ValeryPolyakov commented 5 years ago

Thanks Christian, I will try to capture the error message. By the way, I do the processing on a 1.5T node, but it is 5.5M compounds.

On Thu, Feb 7, 2019 at 10:52 PM Christian Kramer notifications@github.com wrote:

Reopened #6 https://github.com/rdkit/mmpdb/issues/6.

— You are receiving this because you authored the thread. Reply to this email directly, view it on GitHub https://github.com/rdkit/mmpdb/issues/6#event-2126334850, or mute the thread https://github.com/notifications/unsubscribe-auth/ApV2_rLdceDkKPIv_YeuUwKngTR_KI_cks5vLR7IgaJpZM4WsTif .
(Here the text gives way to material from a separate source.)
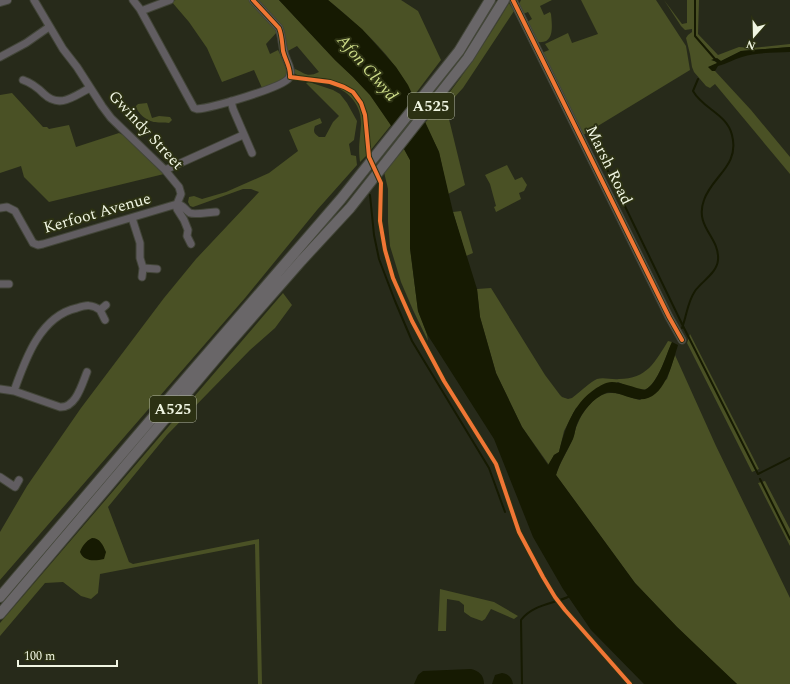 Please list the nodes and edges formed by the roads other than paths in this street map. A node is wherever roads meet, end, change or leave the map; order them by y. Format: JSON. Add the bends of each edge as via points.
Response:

ValeryPolyakov commented 5 years ago

Hi Christian,

Here is the error: "sqlite3.OperationalError: database or disk full"

Also, when I use the following command line for fragmentation. I did not observe the same problem if I am processing without --min-heavies-per-const-frag 3:

python ../mmpdb fragment AllMagmaComp_08_2018.smi -o MAGMA1.fragment --min-heavies-per-const-frag 3

I am getting an error message regardless of what compound is in the first line (I masked the smiles with Xs):

Preparing record 5441014[18:42:48] Conflicting single bond directions around double bond at index 6. [18:42:48] BondStereo set to STEREONONE and single bond directions set to NONE. [18:42:48] Conflicting single bond directions around double bond at index 34. [18:42:48] BondStereo set to STEREONONE and single bond directions set to NONE. Failure: file 'AllMagmaComp_08_2018.smi', line 1, record #1: first line starts 'XXXXXXXXXXXXXXXXXXXXXX CG ...' Traceback (most recent call last): File "../mmpdb", line 11, in commandline.main() File "/home/polyava1/PythonCode/mmpdb22/mmpdblib/commandline.py", line 1003, in main parsed_args.command(parsed_args.subparser, parsed_args) File "/home/polyava1/PythonCode/mmpdb22/mmpdblib/commandline.py", line 178, in fragment_command do_fragment.fragment_command(parser, args) File "/home/polyava1/PythonCode/mmpdb22/mmpdblib/do_fragment.py", line 549, in fragment_command writer.write_records(records) File "/home/polyava1/PythonCode/mmpdb22/mmpdblib/fragment_io.py", line 404, in write_records for rec in fragment_records: File "/home/polyava1/PythonCode/mmpdb22/mmpdblib/do_fragment.py", line 464, in make_fragment_records fragments) UnboundLocalError: local variable 'fragments' referenced before assignment [p

On Fri, Feb 8, 2019 at 9:26 AM Valery Polyakov valery.polyakov@gmail.com wrote:

Thanks Christian, I will try to capture the error message. By the way, I do the processing on a 1.5T node, but it is 5.5M compounds.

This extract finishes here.